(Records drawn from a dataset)
....................
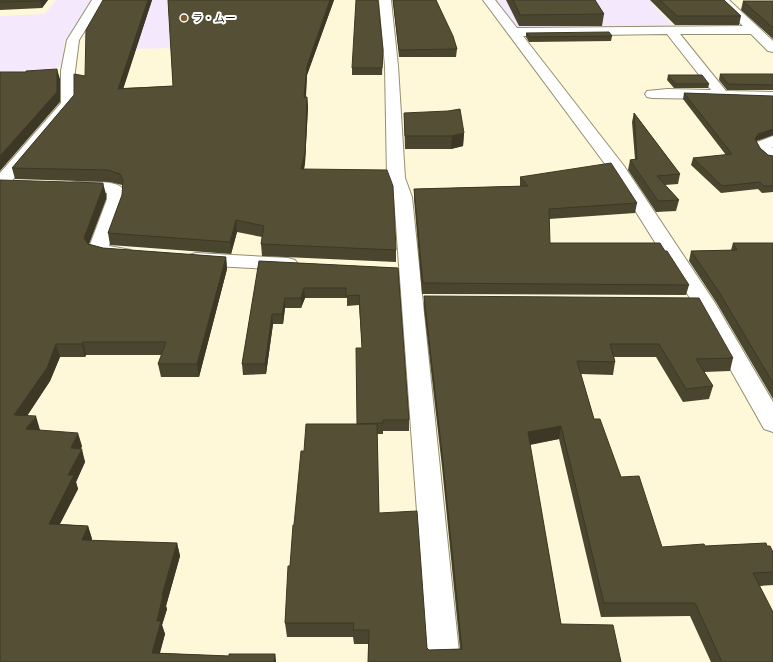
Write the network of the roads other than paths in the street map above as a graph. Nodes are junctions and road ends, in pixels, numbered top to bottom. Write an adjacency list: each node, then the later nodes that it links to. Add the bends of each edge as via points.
1 (98, 0): 15 (street, via 73,40 61,72 68,104)
2 (385, 0): 24 (street, via 391,48 396,178 403,197 401,270 419,301)
3 (489, 0): 8 (street)
4 (724, 2): 5 (street); 6 (street)
5 (742, 4)
6 (754, 30): 7 (street); 9 (street)
7 (671, 31): 8 (street); 11 (street)
8 (514, 32): 22 (street, via 618,170)
9 (773, 48)
10 (652, 94): 11 (street)
11 (722, 95): 12 (street)
12 (773, 96)
13 (773, 141): 14 (street, via 763,145)
14 (773, 157)
15 (0, 184): 16 (street)
16 (24, 186)
17 (55, 186): 18 (street, via 115,190 116,199 98,250)
18 (142, 255)
19 (180, 258): 20 (street)
20 (307, 265)
21 (680, 302): 22 (street)
22 (704, 302): 23 (street)
23 (773, 423)
24 (444, 662)

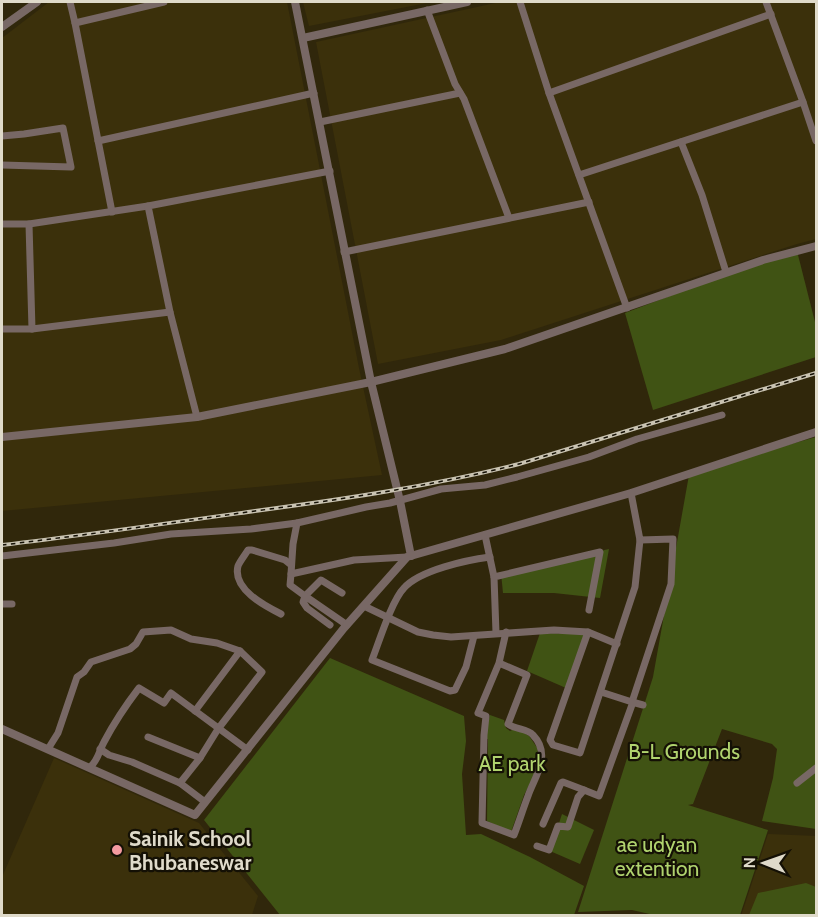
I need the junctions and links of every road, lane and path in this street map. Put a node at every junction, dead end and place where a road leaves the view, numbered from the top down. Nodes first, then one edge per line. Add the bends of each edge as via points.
1 (37, 2) edge
2 (70, 2) edge
3 (164, 2) edge
4 (295, 2) edge
5 (467, 2) edge
6 (520, 2) edge
7 (766, 2) edge
8 (427, 10) junction
9 (771, 14) junction
10 (75, 23) junction
11 (2, 27) edge
12 (303, 38) junction
13 (314, 93) junction
14 (460, 93) junction
15 (549, 93) junction
16 (803, 102) junction
17 (320, 122) junction
18 (2, 135) edge
19 (98, 141) junction
20 (816, 141) edge
21 (681, 142) junction
22 (2, 165) edge
23 (330, 171) junction
24 (579, 175) junction
25 (589, 202) junction
26 (148, 206) junction
27 (112, 212) junction
28 (509, 218) junction
29 (2, 224) edge
30 (29, 224) junction
31 (816, 246) edge
32 (345, 252) junction
33 (726, 272) junction
34 (627, 308) junction
35 (170, 312) junction
36 (2, 329) edge
37 (32, 329) junction
38 (371, 382) junction
39 (722, 415) dead end
40 (197, 417) junction
41 (816, 432) edge
42 (2, 437) edge
43 (631, 493) junction
44 (400, 501) junction
45 (297, 523) junction
46 (485, 535) junction
47 (640, 540) junction
48 (2, 556) edge
49 (409, 556) junction
50 (490, 557) junction
51 (290, 564) junction
52 (317, 569) junction
53 (291, 574) junction
54 (494, 577) junction
55 (321, 580) junction
56 (342, 593) dead end
57 (305, 596) junction
58 (2, 604) edge
59 (12, 604) dead end
60 (364, 606) junction
61 (590, 610) dead end
62 (281, 614) dead end
63 (389, 618) junction
64 (330, 625) dead end
65 (347, 625) junction
66 (506, 632) junction
67 (588, 632) junction
68 (496, 633) junction
69 (474, 636) junction
70 (617, 644) junction
71 (240, 651) junction
72 (499, 663) junction
73 (601, 692) junction
74 (633, 702) junction
75 (642, 705) dead end
76 (195, 711) junction
77 (2, 729) edge
78 (218, 729) junction
79 (148, 737) dead end
80 (48, 749) junction
81 (100, 749) junction
82 (248, 750) junction
83 (200, 758) junction
84 (90, 767) junction
85 (816, 768) edge
86 (180, 783) junction
87 (797, 783) dead end
88 (584, 790) junction
89 (205, 802) junction
90 (543, 824) dead end
91 (537, 846) dead end

1 - 11 street
2 - 10 street
3 - 10 street
4 - 12 street
5 - 8 street
6 - 15 street
7 - 9 street
8 - 12 street
8 - 14 street
9 - 15 street
9 - 16 street
10 - 19 street
12 - 13 street
13 - 17 street
13 - 19 street
14 - 17 street
14 - 28 street
15 - 24 street
16 - 20 street
16 - 21 street
17 - 23 street
18 - 22 street via 63,128 71,167
19 - 27 street
21 - 24 street
21 - 33 street
23 - 26 street
23 - 32 street
24 - 25 street
25 - 28 street
25 - 34 street
26 - 27 street
26 - 35 street
27 - 30 street
28 - 32 street
29 - 30 street
30 - 37 street
31 - 33 street
32 - 38 street
33 - 34 street
34 - 38 street via 505,349
35 - 37 street
35 - 40 street
36 - 37 street
38 - 40 street
38 - 44 street
39 - 44 street via 517,477 441,489
40 - 42 street
41 - 43 street
43 - 46 street
43 - 47 street
44 - 45 street
44 - 49 street
45 - 48 street via 171,534
45 - 51 street
46 - 49 street
46 - 50 street
47 - 70 street via 635,587
47 - 74 street via 673,539 673,560 671,584
49 - 52 street via 354,560
49 - 60 street
50 - 54 street
50 - 63 street via 420,577 405,586
51 - 53 street
51 - 62 street via 252,550 238,564 237,576 256,601
52 - 53 street
52 - 55 street
53 - 57 street via 290,585
54 - 61 street via 600,552
54 - 68 street
55 - 56 street
55 - 57 street
57 - 64 street via 307,608
57 - 65 street
58 - 59 street
60 - 63 street
60 - 65 street
63 - 69 street via 418,632
63 - 69 street via 372,660 450,691 455,690 466,667
65 - 82 street
66 - 67 street
66 - 68 street
66 - 72 street
67 - 70 street
67 - 73 street via 550,740 553,745 580,753
68 - 69 street
70 - 73 street
71 - 76 street
71 - 78 street via 262,672
71 - 80 street via 190,639 171,630 143,632 130,649 91,662 77,677
72 - 72 street via 478,714 486,716 482,823 514,835 540,771 541,748 529,731 508,724 527,675
73 - 74 street
74 - 75 street
74 - 88 street via 599,796
76 - 78 street
76 - 81 street via 171,693 164,704 139,688
77 - 80 street
78 - 82 street
78 - 83 street
79 - 83 street
80 - 84 street
81 - 84 street
81 - 86 street
82 - 89 street
83 - 86 street
84 - 89 street via 195,815
85 - 87 street
86 - 89 street
88 - 90 street via 561,783
88 - 91 street via 568,827 558,826 549,850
....................
## THE PROBLEM
Search the data above for the word "road" and say how many lines contain it, giving only that number.

## WRITTEN REPLY
2